How to deal with a horrible colleague
Find a common enemy, outsource your emotion, or take a leaf out of Abraham Lincoln’s book.
If there isn’t someone in your current workplace who irks you, chances are there has been in the past. A Conference Board research group study published in 2010 showed that just 56 per cent of people said that they like their co-workers, down from 68 per cent in 1987.
But there are ways to deal with the familiar archetype of the co-worker you can’t stand – and without forcing you to resort to snide remarks and a permanent state of semi-miserableness.
ACT LIKE ABE
Many have argued that having enemies can be played to your advantage – it just requires the right mindset. Abraham Lincoln famously made an asset out of personal animosity by inviting his enemies into his Cabinet. In her 2005 book Team of Rivals, historian Doris Kearns Goodwin argues that Lincoln’s presidency was stronger because he had his former opponents on side, marshalling their talents and creating one of the most unusual teams in history in the process.

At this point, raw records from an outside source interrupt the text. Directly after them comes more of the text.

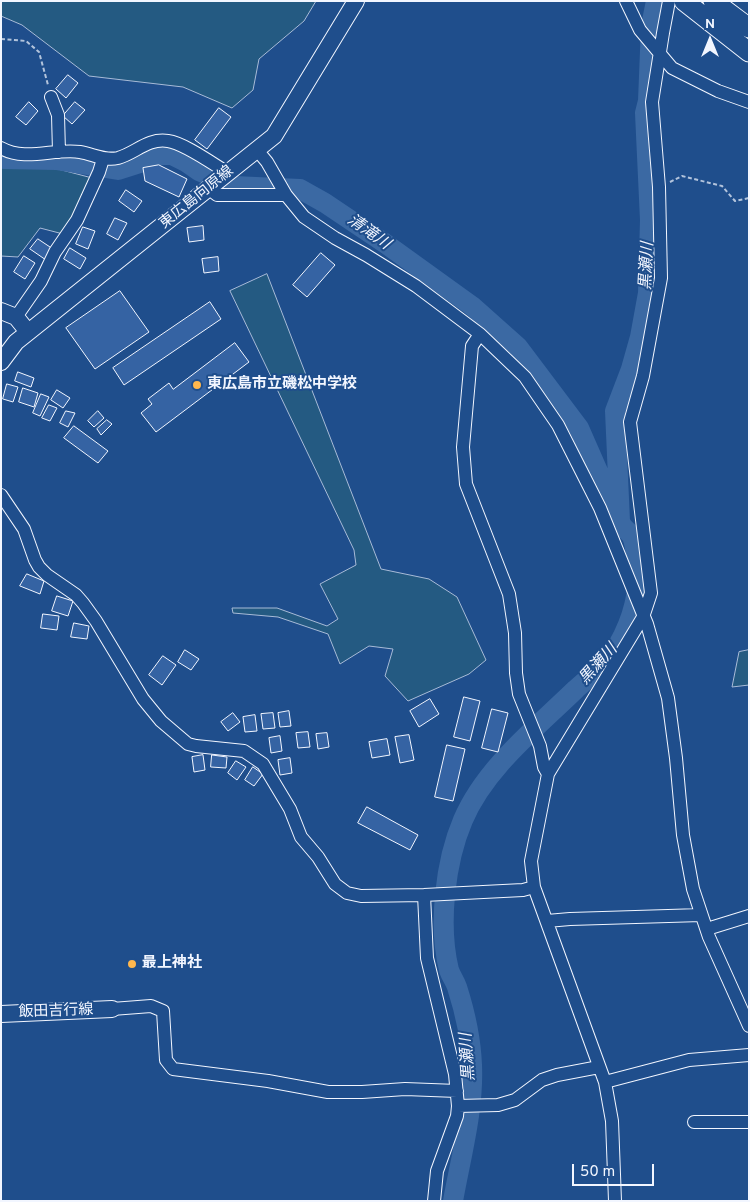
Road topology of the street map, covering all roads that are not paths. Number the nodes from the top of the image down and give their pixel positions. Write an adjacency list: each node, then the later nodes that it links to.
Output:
1 (356, 1): 12 (main road, 東広島向原線)
2 (626, 1): 7 (street)
3 (669, 1): 7 (street)
4 (684, 1): 8 (highway)
5 (713, 1): 6 (highway)
6 (749, 28)
7 (658, 51): 10 (street); 23 (street)
8 (749, 52)
9 (51, 97): 13 (street)
10 (749, 102)
11 (1, 148): 13 (street)
12 (257, 150): 15 (main road, 東広島向原線); 17 (street)
13 (60, 152): 14 (street)
14 (101, 164): 15 (street); 18 (street)
15 (228, 173): 16 (main road, 東広島向原線)
16 (211, 186): 17 (street); 19 (main road, 東広島向原線)
17 (286, 195): 20 (street)
18 (8, 314): 19 (main road)
19 (28, 332): 21 (main road, 東広島向原線)
20 (480, 334): 23 (street); 24 (street)
21 (1, 362)
22 (1, 495): 26 (street)
23 (643, 617): 24 (street); 27 (street)
24 (548, 774): 25 (street)
25 (534, 887): 26 (street); 29 (street)
26 (426, 895): 37 (street)
27 (701, 914): 29 (street); 30 (street)
28 (749, 916): 30 (street)
29 (547, 922): 35 (street)
30 (707, 929): 33 (street)
31 (112, 1009): 32 (main road, 飯田吉行線); 37 (street)
32 (1, 1014)
33 (749, 1026)
34 (749, 1055): 36 (street)
35 (599, 1067): 36 (street); 38 (street)
36 (605, 1082): 42 (street)
37 (457, 1091): 38 (street)
38 (458, 1106): 41 (street)
39 (694, 1122): 40 (street)
40 (749, 1122)
41 (434, 1201)
42 (615, 1201)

Mike Michalowicz, chief executive of the Provendus Group, has used Goodwin’s book to inspire ways of dealing with your adversaries at work. He gives the example from his consultancy work of two sisters who ran a business. They spent much of their time stymying the prospects of their firm through finger-pointing. The pattern only broke when their father was diagnosed with cancer, giving them a shared, far greater enemy. “Seek to find a common enemy – perhaps a competitor – that you and the employee you hate can target together. A common enemy makes the best of friends,” says Michalowicz.
Also remember, he adds, that you don’t need to like everyone. It might sound obvious, but most managers believe they have to like the person they’re managing. This isn’t the case, he says. “The manager just needs to respect what the employee does. Stop trying to find things to like about the employee that you hate, just find something to respect.”
LAISSEZ-FAIRE APPROACH
The other route to go down is to adopt an “I don’t care” attitude. This is the advice of Stanford University’s Robert Sutton, author of Good Boss, Bad Boss and The No Asshole Rule. When you find yourself in a position where you really feel stuck, and have no opportunity to provide feedback, Sutton recommends that you “practise the fine art of emotional detachment”. As with a bully, ignoring behaviour will, at least over time, minimalise the effect an individual has on you.
This approach will help you keep your thoughts to yourself, which Sutton also highlights as important. A whinge to fellow employees isn’t a way forward, he says. We have a tendency to look for confirmation of our opinions (“don’t you find Susan’s voice so incredibly annoying?”). But he adds that “because emotions are so contagious, you can bring everyone down”. And these situations can backfire: if someone else doesn’t feel the same way, your expressions may make you look like the unprofessional, tricky one. If you do need to talk about how you feel, consider doing so to someone outside your workplace.
THE BIGGER PERSON
Sutton also believes that there’s a lot of mileage in doing something counterintuitive: rather than avoiding the person you hate, actively find a way to work on a project that requires coordination. It’ll mean expending more emotional energy, but may help you to draw a line between their personal traits and aptitude in the workplace.
You may even find common ground. Lincoln worked extremely hard to bring William Seward on board during the American Civil War. And it paid off: he was closer to him than any other member of his administration, and Seward became one of the President’s most loyal supporters, frequently praising him in public as “the best and wisest man [he had] ever known.”